Don’t try to find me tomorrow. I won’t be there. Or here for that matter.

It’s the one time of the year my phone stays at home so don’t bother ringing.

I’m off to Glorious Goodwood for a day at the races with friends. We only meet up on the Sussex Downs at this time of year.

I love horse racing on the flat and and even better if it’s at sublime Goodwood at the end of July.

At around 3.30pm tomorrow you can if you want join us wherever you are in raising a glass of Pimms to Philip Robinson. We’ve been doing it for years.

Those of you still with me at this point might like to know who the hell this Mr Robinson is and why he is worth such salutations.

In the world of sport, on the Richter Scale of fame, he is a minor tremor in the Atlantic, not a tsunami to match the theatrics of Mr Mourinho and his ilk.

He is a man who hardly got a mention on the sports pages let alone on the front page, but in his own way said more about the power of sport to write the narrative of our lives than any number of over-hyped prima-donnas from the world of football or golf.

Mr Robinson was until recently a jockey. A flat race jockey with, if truth be told, a middling career with many more also-rans than winners to his name.

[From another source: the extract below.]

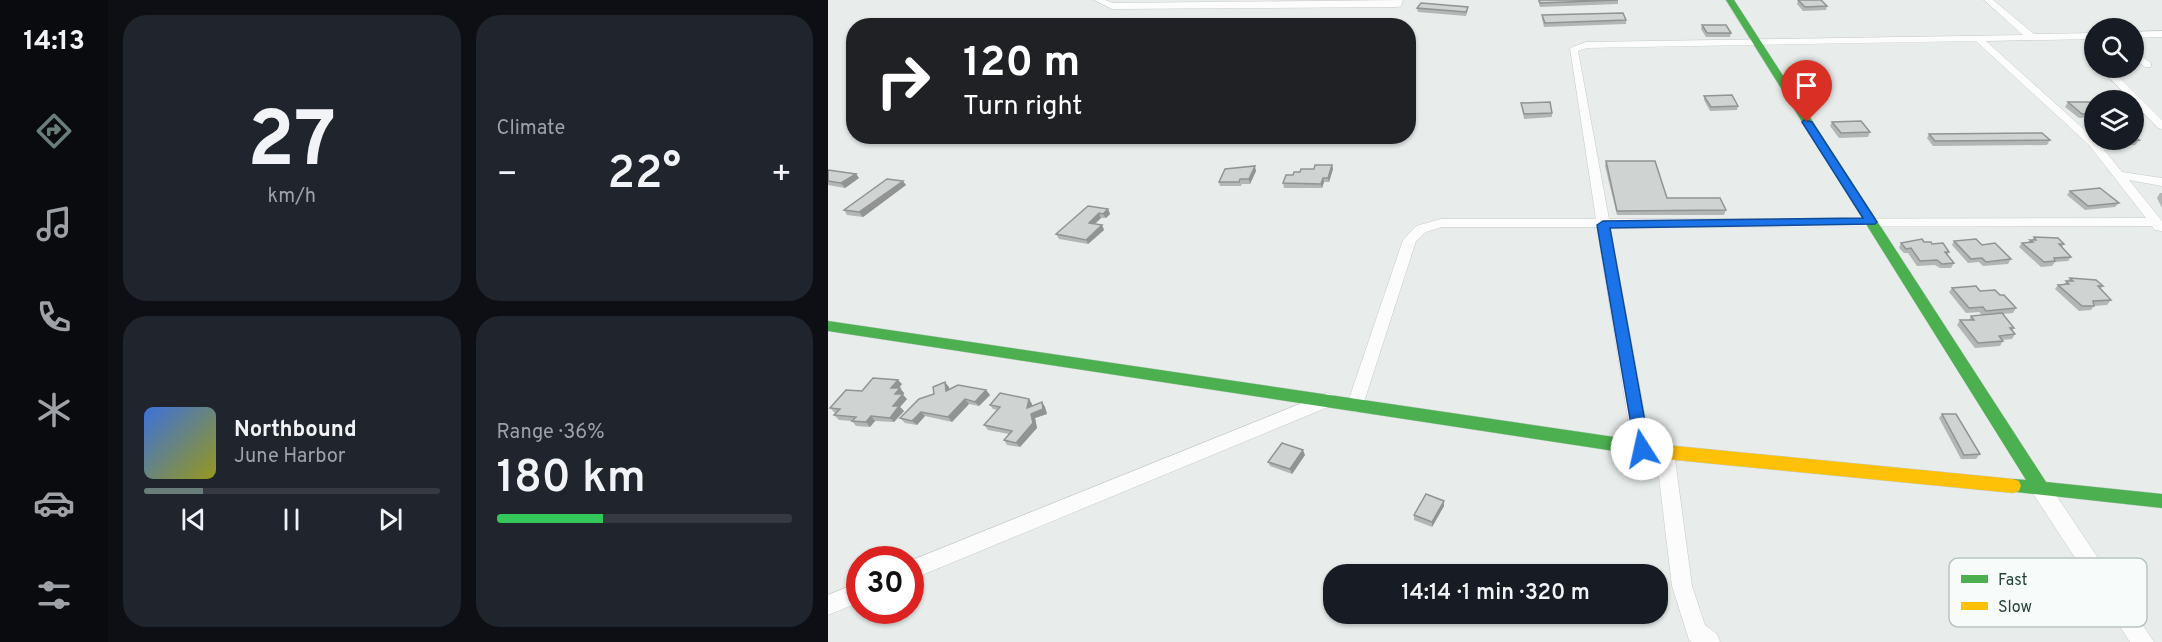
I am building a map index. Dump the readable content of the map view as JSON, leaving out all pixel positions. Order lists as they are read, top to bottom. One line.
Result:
{"legend":["Fast","Slow"],"page":{"tabs":"14:13","tile":[["27","km/h"],"Climate",["Range · 36%","180 km"]],"turn":["120 m","Turn right"],"heat":["−","22°","+"],"song":["Northbound","June Harbor"],"limit":"30","trip":"14:14 · 1 min · 320 m"}}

But Philip Robinson means a lot to me. Back in 1984 when I was a half-starved student he gave me one of the best nights of my callow life.

You see in 1984 he saddled one of the greatest little fillies ever seen in English racing. Her name was Pebbles and she won the 1,000 Guineas with breathtaking ease against bigger and stronger animals. And when she strode home with grace and style, her nostrils flared and ears pricked, she had the last of my monthly student grant on her back, too.

She was the last of my accumulator bet which, as Pebbles strode across the line, turned a modest punt into more than £300, a huge sum in those days.

In what seems now an unbelievably generous gesture I treated two friends to dinner at one of Cardiff's swankiest restaurants that night and toasted Pebbles and Philip Robinson into the wee small hours.

I'm not a huge gambler, but I love the drama and colour of flat racing, the beauty of the animals, bred purely to run.

Pebbles was magnificent. Type her name into YouTube.

Up will come the stunning victory she achieved in the Breeders Cup in America the following year against the best that country could throw at her.

I can't watch it without a lump forming in my throat. In 2005 when I found out she had died I shed a genuine tear. And, as time went by, I kept an eye out for Robinson. Truth was, though, he has had very few days to match that spring day at Newmarket in 1984.

But here's the rub. Until five years ago he was still trying. Almost 30 years later he was still the gnarled, impossibly tiny figure he was then, albeit with a plastic left hip after a nasty tumble. He's an unheralded sporting star. A world away from the swagger of the new Manchester United boss, but a symbol of the very essence of sport in a way Jose would not understand.

So on a Saturday not so long ago, before Robinson retired, my friends and I are at Goodwood. We are four races in. Friendship and Pimms has turned us from the gimlet-eyed gamblers we think we are into emotional amateurs.

We are in the space where The Man can't get us. Our eyes scan the card. Philip Robinson is on Amanda Perrett's horse in the next. She's a local trainer and Trouvare looks a decent bet. We owe it to Philip to keep the faith.

Two furlongs out Trouvare is struggling, the pacemaker Boston Blue is staying on. Robinson is making no headway.

Come on, Phil, I shout, as if lifelong friends. It looks like there'll be another crumpled slip to join the pile on the floor until, a furlong and a half out, our man gets something out of his ride. We shout louder. Trouvare is flying. He takes the race by a short head.

We embrace like the half-inebriated fools we are. We race around to the winners' enclosure to see Robinson dismount quickly, nod to the beaming owner, not a smile on his walnut face, and disappear into the darkness of the weigh-in room. Perfect. We wouldn't want our hero to be any other way.

So that’s why tomorrow we will raise a glass to Philip always on a racing card somewhere, probably on an outsider. But always worth an each-way bet.